Earlier this year, the largest mathematics proof ever was announced, presenting a solution to a simple sounding problem of using red and blue to colour in all the integers, with the restriction that no pythagorean triple could be all the same colour. The computer generated proof showed that this isn't possible, in a 200 terabyte file, which took two days of solid processing on the University of Texas's super computer to produce. There's been plenty of commentary about how large this proof is, with comparisons to the size of the Library of Congress, but in the modern world of Big Data is 200 terabytes really anything special?
The proof is essentially a brute force solution, where the team have checked every possible solution until they found one that didn't work. According to IBM, the world produces around 2.5 quintillion bytes of data per day, making this proof equivalent to 6.9 seconds of global data. With that amount of data being produced every year, there is plenty of potential for other conundrums to be solved as well.
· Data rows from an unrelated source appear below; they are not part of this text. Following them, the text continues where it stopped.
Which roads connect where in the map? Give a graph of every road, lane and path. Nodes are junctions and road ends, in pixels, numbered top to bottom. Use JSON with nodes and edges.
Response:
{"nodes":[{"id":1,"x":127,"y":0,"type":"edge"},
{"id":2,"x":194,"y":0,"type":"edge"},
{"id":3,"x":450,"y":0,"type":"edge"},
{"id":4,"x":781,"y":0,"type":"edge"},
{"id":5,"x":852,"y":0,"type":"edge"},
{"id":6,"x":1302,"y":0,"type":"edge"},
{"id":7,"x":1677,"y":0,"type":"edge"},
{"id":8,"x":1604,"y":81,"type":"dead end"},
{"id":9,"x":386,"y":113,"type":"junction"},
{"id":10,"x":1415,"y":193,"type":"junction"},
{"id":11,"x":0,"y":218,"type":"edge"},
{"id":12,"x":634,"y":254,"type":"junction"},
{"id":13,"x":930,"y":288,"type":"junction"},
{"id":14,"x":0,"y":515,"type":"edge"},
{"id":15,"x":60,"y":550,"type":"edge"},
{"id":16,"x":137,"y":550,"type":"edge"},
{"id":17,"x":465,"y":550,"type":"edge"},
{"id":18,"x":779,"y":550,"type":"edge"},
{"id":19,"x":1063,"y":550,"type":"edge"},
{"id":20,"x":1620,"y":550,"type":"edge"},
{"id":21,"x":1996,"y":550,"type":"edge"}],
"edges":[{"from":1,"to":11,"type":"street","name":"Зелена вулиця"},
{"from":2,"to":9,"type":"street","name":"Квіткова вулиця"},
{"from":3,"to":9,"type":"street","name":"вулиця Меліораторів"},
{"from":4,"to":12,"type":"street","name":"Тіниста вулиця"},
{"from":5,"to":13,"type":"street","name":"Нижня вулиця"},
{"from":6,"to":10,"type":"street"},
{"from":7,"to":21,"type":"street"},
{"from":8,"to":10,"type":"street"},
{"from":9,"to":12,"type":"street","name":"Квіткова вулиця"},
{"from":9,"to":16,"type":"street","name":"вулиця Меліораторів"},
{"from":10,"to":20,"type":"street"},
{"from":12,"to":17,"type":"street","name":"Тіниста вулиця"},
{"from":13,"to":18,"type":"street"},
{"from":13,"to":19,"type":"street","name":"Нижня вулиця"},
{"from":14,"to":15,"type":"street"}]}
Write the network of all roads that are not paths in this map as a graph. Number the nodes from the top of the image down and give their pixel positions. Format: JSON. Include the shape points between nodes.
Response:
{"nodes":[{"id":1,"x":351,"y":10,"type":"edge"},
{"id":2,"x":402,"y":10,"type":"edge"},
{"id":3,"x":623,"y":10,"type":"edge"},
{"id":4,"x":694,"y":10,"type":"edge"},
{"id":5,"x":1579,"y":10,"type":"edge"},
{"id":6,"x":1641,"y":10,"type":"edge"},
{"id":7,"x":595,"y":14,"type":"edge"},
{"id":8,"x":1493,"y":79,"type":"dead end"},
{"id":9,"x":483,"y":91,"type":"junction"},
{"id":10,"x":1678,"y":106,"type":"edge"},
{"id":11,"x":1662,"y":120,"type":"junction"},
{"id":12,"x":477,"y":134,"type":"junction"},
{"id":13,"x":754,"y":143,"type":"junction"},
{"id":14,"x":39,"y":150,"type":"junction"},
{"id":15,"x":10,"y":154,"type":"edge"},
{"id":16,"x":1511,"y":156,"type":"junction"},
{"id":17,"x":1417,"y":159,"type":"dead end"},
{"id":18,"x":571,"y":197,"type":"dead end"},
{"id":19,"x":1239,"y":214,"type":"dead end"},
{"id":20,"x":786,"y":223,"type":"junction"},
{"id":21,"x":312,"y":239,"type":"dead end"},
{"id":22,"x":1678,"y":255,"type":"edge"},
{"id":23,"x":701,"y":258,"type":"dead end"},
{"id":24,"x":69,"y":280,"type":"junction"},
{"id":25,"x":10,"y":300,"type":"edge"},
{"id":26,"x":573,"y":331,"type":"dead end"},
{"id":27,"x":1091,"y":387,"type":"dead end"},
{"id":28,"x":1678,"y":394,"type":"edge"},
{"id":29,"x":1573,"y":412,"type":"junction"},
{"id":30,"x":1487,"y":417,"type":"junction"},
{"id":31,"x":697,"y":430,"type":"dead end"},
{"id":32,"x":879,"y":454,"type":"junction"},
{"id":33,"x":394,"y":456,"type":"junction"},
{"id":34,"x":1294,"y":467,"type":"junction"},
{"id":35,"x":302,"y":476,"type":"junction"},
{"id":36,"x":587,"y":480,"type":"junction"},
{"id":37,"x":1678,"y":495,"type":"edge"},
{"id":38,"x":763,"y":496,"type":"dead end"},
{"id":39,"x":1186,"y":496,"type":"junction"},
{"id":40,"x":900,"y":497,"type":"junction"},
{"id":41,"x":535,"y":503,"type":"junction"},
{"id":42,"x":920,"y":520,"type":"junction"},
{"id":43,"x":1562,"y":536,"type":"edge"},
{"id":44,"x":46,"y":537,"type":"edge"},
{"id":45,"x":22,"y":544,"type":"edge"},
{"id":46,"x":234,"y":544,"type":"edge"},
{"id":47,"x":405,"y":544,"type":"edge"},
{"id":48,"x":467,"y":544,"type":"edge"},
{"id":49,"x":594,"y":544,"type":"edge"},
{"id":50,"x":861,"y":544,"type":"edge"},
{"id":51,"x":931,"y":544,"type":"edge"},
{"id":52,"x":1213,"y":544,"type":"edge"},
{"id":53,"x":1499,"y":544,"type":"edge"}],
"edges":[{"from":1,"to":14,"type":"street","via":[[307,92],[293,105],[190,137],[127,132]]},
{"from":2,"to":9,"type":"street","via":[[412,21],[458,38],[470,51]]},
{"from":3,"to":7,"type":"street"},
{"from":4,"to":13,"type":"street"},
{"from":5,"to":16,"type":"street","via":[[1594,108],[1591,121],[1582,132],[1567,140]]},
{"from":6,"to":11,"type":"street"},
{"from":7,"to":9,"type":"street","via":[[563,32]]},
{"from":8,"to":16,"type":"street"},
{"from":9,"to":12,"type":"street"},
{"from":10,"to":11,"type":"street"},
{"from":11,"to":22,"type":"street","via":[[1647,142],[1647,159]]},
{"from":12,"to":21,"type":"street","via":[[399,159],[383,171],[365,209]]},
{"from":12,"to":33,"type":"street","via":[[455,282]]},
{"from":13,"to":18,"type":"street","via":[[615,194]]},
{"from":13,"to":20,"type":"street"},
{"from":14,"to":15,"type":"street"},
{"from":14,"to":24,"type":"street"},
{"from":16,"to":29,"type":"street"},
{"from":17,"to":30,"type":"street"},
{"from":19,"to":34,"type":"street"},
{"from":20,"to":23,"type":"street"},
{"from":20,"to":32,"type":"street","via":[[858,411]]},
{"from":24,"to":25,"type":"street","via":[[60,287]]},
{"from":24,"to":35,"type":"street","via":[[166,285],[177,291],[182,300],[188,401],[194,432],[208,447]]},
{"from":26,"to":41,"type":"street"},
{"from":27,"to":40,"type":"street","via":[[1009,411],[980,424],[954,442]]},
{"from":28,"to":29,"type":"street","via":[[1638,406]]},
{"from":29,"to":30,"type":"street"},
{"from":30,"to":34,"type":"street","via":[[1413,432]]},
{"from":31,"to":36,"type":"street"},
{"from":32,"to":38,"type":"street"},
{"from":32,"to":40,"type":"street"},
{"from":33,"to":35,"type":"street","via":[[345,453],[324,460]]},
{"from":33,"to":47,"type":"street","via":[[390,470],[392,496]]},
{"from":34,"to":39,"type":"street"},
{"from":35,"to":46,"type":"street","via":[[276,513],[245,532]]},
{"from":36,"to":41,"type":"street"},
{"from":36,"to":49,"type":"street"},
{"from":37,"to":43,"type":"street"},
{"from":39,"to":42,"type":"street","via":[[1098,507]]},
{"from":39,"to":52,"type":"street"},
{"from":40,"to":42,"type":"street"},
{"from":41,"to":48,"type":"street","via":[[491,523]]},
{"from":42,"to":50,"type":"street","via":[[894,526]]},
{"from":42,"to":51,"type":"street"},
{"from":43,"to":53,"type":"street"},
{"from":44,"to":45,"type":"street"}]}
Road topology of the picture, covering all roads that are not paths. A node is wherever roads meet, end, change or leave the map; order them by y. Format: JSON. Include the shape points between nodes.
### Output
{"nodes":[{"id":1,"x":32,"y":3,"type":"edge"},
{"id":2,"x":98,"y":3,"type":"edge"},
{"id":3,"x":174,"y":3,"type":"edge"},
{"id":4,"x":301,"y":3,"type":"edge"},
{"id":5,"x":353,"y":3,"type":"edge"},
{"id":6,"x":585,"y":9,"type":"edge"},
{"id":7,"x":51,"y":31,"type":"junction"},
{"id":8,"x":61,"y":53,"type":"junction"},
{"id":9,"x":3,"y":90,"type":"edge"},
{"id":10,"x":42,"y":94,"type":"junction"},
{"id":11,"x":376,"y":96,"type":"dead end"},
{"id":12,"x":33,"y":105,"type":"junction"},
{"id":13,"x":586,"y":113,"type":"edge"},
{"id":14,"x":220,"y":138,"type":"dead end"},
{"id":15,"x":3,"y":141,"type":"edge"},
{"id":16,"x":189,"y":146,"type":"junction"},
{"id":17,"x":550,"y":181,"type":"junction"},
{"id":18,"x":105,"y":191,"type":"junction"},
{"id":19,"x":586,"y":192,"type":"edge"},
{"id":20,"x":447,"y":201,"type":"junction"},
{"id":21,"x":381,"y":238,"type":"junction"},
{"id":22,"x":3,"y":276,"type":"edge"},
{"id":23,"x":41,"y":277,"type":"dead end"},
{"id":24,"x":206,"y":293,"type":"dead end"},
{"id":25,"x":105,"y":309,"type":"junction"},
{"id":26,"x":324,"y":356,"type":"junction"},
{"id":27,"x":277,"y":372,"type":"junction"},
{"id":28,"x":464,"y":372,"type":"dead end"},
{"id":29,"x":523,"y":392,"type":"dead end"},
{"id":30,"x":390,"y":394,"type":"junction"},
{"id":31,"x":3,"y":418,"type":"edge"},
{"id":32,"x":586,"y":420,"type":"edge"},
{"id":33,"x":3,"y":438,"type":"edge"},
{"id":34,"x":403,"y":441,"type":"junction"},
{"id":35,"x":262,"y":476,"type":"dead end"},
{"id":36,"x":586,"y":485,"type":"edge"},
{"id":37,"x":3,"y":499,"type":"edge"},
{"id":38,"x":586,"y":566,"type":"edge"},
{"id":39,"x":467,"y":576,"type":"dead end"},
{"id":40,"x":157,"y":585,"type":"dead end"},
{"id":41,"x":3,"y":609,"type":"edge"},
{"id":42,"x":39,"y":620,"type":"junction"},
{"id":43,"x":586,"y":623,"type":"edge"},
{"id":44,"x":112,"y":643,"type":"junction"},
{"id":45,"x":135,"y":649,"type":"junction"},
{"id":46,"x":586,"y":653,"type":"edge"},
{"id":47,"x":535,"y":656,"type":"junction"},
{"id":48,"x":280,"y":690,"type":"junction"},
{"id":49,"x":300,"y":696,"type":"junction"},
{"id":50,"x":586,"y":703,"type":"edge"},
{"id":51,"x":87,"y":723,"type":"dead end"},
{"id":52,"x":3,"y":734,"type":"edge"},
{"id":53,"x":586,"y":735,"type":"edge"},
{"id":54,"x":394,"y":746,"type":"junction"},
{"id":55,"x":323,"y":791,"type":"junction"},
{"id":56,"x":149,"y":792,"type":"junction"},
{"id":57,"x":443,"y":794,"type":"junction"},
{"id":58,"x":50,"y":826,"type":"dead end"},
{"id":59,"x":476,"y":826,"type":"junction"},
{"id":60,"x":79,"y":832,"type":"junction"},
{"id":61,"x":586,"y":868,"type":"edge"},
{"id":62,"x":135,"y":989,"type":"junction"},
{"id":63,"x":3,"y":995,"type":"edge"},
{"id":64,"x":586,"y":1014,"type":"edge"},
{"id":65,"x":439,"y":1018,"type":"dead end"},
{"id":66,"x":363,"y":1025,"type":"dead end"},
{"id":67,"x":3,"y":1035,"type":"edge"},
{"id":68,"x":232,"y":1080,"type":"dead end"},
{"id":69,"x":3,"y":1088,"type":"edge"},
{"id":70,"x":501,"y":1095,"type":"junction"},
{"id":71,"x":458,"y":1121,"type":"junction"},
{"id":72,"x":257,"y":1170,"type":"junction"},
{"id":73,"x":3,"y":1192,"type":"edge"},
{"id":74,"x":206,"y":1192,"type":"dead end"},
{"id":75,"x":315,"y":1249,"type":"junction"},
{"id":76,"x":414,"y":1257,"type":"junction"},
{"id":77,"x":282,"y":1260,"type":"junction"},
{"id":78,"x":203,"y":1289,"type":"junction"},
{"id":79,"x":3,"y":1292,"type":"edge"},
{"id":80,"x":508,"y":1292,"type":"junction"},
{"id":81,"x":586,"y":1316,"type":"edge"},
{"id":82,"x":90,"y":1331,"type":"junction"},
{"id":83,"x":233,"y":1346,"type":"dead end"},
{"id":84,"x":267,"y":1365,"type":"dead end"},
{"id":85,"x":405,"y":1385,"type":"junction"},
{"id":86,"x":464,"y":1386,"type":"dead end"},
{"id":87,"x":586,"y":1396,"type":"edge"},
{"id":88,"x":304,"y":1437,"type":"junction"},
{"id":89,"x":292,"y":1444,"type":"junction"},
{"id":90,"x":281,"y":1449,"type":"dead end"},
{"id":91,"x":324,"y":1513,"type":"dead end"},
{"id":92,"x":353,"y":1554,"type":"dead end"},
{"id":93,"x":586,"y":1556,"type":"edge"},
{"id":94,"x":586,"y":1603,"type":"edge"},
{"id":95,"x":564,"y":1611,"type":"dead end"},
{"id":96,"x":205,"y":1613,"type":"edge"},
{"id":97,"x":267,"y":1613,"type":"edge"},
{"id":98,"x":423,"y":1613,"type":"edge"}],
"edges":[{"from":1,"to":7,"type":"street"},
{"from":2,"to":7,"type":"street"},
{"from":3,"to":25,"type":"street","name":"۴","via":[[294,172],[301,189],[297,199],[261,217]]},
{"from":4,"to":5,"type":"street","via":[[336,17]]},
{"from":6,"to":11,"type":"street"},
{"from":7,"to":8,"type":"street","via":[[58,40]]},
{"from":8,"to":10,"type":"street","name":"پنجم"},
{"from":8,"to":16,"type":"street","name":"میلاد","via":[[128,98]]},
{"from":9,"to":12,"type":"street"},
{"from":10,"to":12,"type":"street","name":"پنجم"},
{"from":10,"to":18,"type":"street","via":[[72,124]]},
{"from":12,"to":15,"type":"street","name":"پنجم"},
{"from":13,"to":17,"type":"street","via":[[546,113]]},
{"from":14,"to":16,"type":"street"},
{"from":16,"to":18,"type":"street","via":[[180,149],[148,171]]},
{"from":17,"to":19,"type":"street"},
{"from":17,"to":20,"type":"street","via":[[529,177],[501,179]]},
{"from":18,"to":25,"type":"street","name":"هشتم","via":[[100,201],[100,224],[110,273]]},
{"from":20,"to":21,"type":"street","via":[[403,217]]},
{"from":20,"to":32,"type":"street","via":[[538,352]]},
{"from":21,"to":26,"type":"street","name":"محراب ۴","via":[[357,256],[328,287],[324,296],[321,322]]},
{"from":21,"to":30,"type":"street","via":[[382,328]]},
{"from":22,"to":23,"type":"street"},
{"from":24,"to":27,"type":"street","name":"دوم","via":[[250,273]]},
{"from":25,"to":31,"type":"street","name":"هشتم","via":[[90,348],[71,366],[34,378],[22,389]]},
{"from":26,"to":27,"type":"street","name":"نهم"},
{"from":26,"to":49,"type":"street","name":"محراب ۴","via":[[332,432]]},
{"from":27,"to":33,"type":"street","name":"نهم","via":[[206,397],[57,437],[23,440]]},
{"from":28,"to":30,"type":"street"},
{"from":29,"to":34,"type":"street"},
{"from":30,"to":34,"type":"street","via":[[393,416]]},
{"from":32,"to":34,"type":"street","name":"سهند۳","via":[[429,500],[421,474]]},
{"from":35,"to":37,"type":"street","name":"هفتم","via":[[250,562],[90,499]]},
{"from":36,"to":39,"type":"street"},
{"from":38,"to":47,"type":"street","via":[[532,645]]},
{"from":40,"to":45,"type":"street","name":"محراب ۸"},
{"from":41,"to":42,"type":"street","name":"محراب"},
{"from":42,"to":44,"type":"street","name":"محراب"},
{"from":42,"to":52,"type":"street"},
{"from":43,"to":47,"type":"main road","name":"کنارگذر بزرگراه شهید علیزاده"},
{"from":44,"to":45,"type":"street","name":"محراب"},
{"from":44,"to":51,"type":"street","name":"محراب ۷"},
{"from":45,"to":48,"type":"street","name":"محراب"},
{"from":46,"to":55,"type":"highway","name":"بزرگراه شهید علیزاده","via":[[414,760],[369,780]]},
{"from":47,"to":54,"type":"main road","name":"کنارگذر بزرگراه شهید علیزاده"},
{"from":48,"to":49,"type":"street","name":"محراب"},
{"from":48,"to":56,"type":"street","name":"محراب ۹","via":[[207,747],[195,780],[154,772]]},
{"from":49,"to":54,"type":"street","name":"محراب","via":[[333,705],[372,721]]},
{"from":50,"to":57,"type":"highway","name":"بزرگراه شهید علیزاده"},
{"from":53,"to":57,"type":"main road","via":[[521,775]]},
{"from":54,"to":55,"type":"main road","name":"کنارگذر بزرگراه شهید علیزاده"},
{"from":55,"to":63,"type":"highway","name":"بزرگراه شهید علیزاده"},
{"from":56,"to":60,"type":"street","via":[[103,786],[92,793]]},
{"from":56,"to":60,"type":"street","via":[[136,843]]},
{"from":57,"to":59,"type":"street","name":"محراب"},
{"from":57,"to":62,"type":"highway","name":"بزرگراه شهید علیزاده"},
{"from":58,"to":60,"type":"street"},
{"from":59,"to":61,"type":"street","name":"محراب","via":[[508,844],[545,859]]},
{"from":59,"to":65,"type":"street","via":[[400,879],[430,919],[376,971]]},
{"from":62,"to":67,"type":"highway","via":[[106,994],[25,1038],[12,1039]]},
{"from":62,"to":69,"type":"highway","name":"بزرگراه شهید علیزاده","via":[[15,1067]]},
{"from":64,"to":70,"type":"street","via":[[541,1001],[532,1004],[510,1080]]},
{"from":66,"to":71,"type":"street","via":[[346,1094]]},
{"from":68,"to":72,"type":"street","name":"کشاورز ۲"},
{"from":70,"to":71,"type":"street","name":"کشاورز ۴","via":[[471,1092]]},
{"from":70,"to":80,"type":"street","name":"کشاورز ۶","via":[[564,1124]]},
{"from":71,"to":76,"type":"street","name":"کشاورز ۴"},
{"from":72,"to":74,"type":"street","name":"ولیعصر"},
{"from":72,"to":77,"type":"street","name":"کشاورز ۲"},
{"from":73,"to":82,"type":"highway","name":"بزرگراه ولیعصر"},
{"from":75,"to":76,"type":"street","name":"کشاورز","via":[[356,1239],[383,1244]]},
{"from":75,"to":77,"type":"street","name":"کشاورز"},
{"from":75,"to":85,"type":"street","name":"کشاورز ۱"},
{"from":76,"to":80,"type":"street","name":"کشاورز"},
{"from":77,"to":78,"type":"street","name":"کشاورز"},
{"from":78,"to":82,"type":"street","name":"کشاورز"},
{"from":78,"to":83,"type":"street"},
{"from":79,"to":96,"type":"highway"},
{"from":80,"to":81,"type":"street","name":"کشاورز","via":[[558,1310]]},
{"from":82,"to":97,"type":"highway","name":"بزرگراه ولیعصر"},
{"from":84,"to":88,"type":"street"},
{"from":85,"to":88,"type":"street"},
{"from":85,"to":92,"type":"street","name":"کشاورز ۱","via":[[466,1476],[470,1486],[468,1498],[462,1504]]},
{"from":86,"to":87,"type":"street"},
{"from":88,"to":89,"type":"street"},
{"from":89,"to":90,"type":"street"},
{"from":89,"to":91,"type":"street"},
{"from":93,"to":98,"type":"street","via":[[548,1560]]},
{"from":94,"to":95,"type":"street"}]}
The difficulty is that while Big Data has been used here to answer the question posed, it hasn't actually increased our understanding of the problem or knowledge of the area in general. On its own the usefulness of Big Data is limited to the questions we think of asking, and the answers provided aren't going to advance the state of human knowledge. The exciting part comes when you think of combining Big Data with AI, when the entity asking the questions is scaled up to match the data set.
That echoes a common philosophical objection to the value of computer-assisted proofs: they may be correct, but are they really mathematics? If mathematicians’ work is understood to be a quest to increase human understanding of mathematics, rather than to accumulate an ever-larger collection of facts, a solution that rests on theory seems superior to a computer ticking off possibilities.